Your objective: Go through the data and count each line that has the string "Kruisweg". Give that count alone.

Given data:
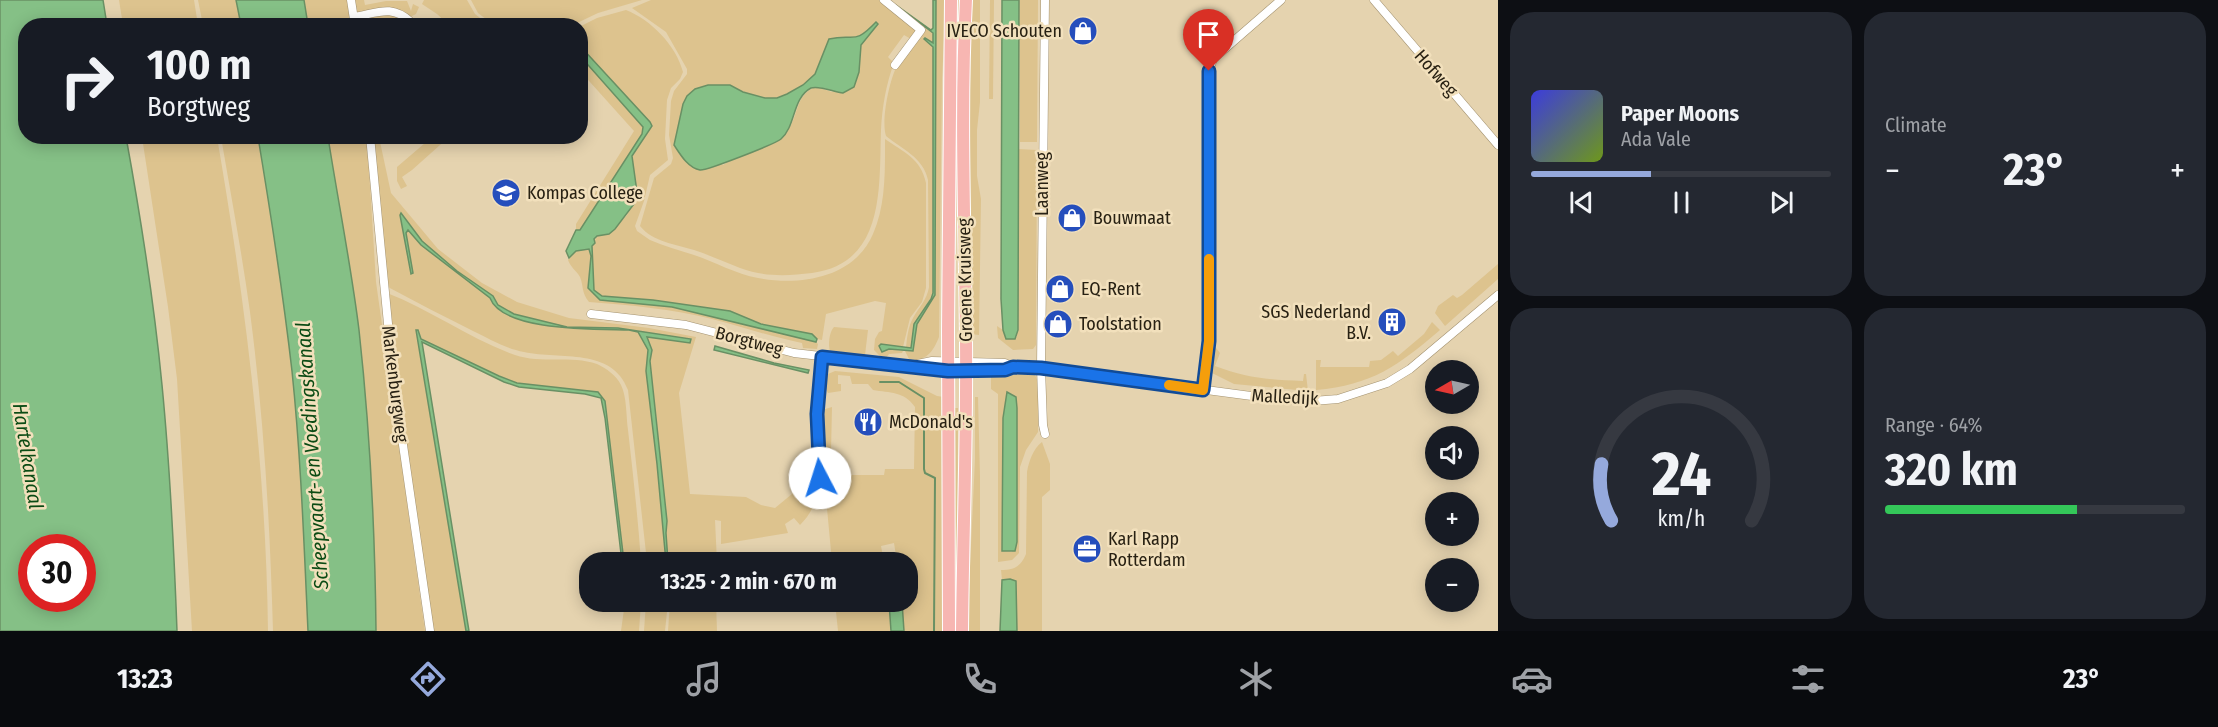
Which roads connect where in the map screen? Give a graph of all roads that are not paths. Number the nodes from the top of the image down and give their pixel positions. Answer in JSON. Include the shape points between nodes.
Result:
{"nodes":[{"id":1,"x":351,"y":0,"type":"edge"},
{"id":2,"x":884,"y":0,"type":"edge"},
{"id":3,"x":951,"y":0,"type":"edge"},
{"id":4,"x":966,"y":0,"type":"edge"},
{"id":5,"x":1045,"y":0,"type":"edge"},
{"id":6,"x":1281,"y":0,"type":"edge"},
{"id":7,"x":1374,"y":0,"type":"edge"},
{"id":8,"x":354,"y":18,"type":"edge"},
{"id":9,"x":365,"y":18,"type":"edge"},
{"id":10,"x":406,"y":18,"type":"edge"},
{"id":11,"x":896,"y":65,"type":"dead end"},
{"id":12,"x":371,"y":144,"type":"edge"},
{"id":13,"x":1498,"y":146,"type":"edge"},
{"id":14,"x":1498,"y":295,"type":"edge"},
{"id":15,"x":591,"y":314,"type":"dead end"},
{"id":16,"x":822,"y":357,"type":"junction"},
{"id":17,"x":948,"y":366,"type":"junction"},
{"id":18,"x":966,"y":366,"type":"junction"},
{"id":19,"x":1041,"y":368,"type":"junction"},
{"id":20,"x":1203,"y":390,"type":"junction"},
{"id":21,"x":1045,"y":434,"type":"dead end"},
{"id":22,"x":821,"y":498,"type":"dead end"},
{"id":23,"x":430,"y":631,"type":"edge"},
{"id":24,"x":949,"y":631,"type":"edge"},
{"id":25,"x":962,"y":631,"type":"edge"}],
"edges":[{"from":1,"to":8,"type":"street"},
{"from":2,"to":11,"type":"street","via":[[921,30]]},
{"from":3,"to":17,"type":"main road","name":"Groene Kruisweg"},
{"from":4,"to":18,"type":"main road","name":"Groene Kruisweg"},
{"from":5,"to":19,"type":"street","name":"Laanweg"},
{"from":6,"to":20,"type":"street","via":[[1213,59],[1209,71],[1209,341]]},
{"from":7,"to":13,"type":"street","name":"Hofweg"},
{"from":9,"to":10,"type":"street","via":[[392,11]]},
{"from":12,"to":23,"type":"street","name":"Markenburgweg","via":[[393,376]]},
{"from":14,"to":20,"type":"street","name":"Malledijk","via":[[1410,369],[1364,392],[1312,401]]},
{"from":15,"to":16,"type":"street","name":"Borgtweg","via":[[686,325],[753,344]]},
{"from":16,"to":17,"type":"street","name":"Borgtweg","via":[[916,369]]},
{"from":16,"to":22,"type":"street","via":[[816,436]]},
{"from":17,"to":18,"type":"street","name":"Malledijk"},
{"from":17,"to":24,"type":"main road","name":"Groene Kruisweg"},
{"from":18,"to":19,"type":"street","name":"Malledijk","via":[[1005,363]]},
{"from":18,"to":25,"type":"main road","name":"Groene Kruisweg"},
{"from":19,"to":20,"type":"street","name":"Malledijk"},
{"from":19,"to":21,"type":"street"}]}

Finished exercise: 4